European officials may not like it, but the prospect of Greece leaving the euro is a serious possibility.

The picture will become clearer after a Greek election on 17 June.

If the winners are hostile to the austerity measures demanded by the European Union and IMF, then Greece might have to look for a new currency.

It would not be a simple case of resurrecting Greece's old currency the drachma.

Changing currency is a complicated process that would take at least six months and probably much longer.

So the new Greek government might want to call Warren Coats.

Over the last 20 years at the International Monetary Fund, he has advised numerous countries on how to create currencies.

His clients have included nations that emerged from the Soviet Union including Kyrgyzstan and Kazakhstan.

Mr Coats has also helped Iraq and Afghanistan and, most recently, Southern Sudan to launch new money.

He says there are three phases to the process.

Currency design and production

"Deciding what and who appears on a nation's currency might sound trivial, but it is highly political," said Mr Coats.

Bosnia-Hercegovina is a good example of how difficult the situation can be.

In the late 1990s after a bloody war for independence the nation had to form a new currency.

But the three groups that make up the population, Bosniaks, Croats and Serbs could not agree on who to put on the notes - even when the choice was limited to literary and artistic figures.

"Usually two would agree one would disagree," said Mr Coats.

"This went on for many months. And in the end there was never an agreement," he said.

The head of the central bank, Peter Nicholl, who was a New Zealander appointed by the IMF, decided what went on the currency.

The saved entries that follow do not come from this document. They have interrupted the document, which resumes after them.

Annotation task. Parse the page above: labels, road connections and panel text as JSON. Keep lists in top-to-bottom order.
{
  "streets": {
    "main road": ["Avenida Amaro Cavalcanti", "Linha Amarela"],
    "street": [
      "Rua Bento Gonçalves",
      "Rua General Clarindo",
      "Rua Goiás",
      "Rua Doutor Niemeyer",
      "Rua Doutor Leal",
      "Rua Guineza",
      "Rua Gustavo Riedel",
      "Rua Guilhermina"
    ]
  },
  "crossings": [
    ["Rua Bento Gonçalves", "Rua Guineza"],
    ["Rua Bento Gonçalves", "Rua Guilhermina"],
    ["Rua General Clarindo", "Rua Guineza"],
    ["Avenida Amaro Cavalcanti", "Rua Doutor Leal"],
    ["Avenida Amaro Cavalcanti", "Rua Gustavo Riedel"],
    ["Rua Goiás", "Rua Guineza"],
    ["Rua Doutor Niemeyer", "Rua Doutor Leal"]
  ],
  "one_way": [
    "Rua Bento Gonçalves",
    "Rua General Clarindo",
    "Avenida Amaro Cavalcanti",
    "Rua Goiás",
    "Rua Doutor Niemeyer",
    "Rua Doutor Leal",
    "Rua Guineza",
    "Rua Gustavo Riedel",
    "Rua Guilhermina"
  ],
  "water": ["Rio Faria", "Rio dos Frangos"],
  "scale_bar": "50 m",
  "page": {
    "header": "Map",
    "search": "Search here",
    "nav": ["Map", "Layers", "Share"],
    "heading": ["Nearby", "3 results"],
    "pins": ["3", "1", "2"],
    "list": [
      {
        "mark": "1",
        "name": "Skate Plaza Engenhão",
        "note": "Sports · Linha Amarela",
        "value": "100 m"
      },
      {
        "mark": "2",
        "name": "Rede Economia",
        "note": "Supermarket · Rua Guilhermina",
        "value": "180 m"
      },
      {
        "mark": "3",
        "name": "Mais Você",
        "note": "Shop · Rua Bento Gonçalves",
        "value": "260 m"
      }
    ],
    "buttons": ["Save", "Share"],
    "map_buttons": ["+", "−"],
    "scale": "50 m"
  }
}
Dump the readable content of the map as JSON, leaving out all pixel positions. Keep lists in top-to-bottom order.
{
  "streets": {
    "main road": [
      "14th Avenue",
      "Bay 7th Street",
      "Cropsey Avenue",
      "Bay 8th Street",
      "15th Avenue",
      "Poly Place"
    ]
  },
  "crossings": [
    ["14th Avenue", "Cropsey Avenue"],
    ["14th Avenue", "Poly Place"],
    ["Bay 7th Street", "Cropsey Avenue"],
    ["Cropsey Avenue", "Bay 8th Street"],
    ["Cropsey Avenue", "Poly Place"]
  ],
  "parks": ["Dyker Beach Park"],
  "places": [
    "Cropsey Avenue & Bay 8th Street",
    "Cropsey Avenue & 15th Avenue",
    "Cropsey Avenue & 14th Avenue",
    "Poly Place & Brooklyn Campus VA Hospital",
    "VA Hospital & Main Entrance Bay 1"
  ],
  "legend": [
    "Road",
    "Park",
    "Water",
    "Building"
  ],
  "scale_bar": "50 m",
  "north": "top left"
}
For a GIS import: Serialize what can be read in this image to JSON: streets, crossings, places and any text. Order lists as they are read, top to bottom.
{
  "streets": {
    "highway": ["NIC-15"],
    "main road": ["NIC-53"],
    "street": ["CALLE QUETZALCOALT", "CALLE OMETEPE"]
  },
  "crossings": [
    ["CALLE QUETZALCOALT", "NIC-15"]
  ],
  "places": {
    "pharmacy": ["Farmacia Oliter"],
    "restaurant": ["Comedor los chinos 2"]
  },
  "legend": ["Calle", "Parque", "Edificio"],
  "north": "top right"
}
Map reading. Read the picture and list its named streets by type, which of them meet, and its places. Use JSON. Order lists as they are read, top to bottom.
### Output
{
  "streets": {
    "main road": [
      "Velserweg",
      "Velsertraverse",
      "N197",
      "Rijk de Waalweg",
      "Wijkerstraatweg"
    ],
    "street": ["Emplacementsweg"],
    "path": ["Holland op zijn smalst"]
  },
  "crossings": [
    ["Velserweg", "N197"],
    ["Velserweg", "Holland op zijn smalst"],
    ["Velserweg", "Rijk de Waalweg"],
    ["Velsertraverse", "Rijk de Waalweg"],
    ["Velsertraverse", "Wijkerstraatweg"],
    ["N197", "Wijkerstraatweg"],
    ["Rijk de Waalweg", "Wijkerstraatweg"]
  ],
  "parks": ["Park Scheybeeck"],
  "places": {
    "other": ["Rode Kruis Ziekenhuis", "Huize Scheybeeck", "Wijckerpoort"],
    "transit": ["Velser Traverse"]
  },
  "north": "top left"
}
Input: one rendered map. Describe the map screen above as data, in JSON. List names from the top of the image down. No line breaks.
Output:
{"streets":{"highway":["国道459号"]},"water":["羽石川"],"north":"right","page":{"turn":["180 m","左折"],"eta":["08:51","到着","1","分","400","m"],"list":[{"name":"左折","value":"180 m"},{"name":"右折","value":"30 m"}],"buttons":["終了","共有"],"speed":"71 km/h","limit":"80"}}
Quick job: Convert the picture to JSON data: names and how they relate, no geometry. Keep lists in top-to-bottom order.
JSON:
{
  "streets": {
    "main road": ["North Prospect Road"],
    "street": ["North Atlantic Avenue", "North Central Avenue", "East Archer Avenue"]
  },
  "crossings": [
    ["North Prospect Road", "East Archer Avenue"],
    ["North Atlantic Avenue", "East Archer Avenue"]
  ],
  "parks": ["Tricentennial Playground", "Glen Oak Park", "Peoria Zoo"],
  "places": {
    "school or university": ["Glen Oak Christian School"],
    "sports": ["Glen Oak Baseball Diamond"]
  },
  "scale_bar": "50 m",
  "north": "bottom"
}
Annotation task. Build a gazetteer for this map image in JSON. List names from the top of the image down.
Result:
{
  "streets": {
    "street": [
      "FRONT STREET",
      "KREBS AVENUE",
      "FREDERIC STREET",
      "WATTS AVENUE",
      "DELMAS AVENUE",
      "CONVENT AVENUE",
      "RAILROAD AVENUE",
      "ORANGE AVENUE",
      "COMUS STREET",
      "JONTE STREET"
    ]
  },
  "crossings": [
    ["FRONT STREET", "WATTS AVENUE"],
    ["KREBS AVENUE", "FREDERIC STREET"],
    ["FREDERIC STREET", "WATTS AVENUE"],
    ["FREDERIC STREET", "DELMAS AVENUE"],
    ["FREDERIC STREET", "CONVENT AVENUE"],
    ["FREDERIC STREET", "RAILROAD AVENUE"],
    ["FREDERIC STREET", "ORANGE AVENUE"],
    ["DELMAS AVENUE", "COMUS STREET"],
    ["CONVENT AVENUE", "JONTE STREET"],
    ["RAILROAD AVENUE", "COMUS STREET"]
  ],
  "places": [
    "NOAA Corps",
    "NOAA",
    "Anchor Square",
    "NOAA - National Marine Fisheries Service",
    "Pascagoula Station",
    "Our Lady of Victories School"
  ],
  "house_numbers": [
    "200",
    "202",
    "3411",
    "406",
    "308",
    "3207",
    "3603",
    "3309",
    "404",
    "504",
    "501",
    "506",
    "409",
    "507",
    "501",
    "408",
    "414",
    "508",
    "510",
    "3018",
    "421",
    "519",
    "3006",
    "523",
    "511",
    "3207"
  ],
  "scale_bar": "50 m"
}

In Greece's case, the situation is much less fraught. It can draw on the images and figureheads used on its previous currency the drachma.

It may though have to decide on how many denominations of note there will be and what they will be worth.

There is useful rule of thumb to help with that.

Experts say the largest coin should be worth around 2% of the average day's wage and the smallest note should be worth 5% of the average day's wage.

Once those details are sorted out the notes will have to be printed, which is usually done by a specialist printing firm.

It is estimated that for a country the size of Greece that would cost $50-$60m.

There are not many firms that can handle a contract of that size and if they are busy then Greece might have to wait for its new currency.

Analysts say there is no chance of a new currency before the end of this year.

"If this was a serious consideration for 2012 the presses would have to be running already. And there are no credible rumours that that is happening," said Paul Jones an analyst at Panmure Capital.

Preparing rules for exchange

Getting the new currency printed is just the start of the process.

Greek officials would then have to work out how to get that new currency into the system.

The problem for Greece is that the population is unlikely to want to exchange their euros for the new currency.

Rules may have to be put in place to prevent large amounts of euros leaving the country.

There would have to be an information campaign to make sure the population understood how the process would work.

The question of timing also has to be addressed at this stage, ideally banks and other businesses would need enough time to adapt their systems.

The notes would have to be distributed to banks and a launch date set.

Legal issues

Notes and coins are just pieces of paper and bits of metal until they have the status of legal tender.

That requires laws which define and control the use of a currency.

When swapping a currency these have to be adapted and laws will have to be approved in Parliament.

Business will have to look closely at the new legislation to see if contracts priced in the old currency are still valid or need renegotiation.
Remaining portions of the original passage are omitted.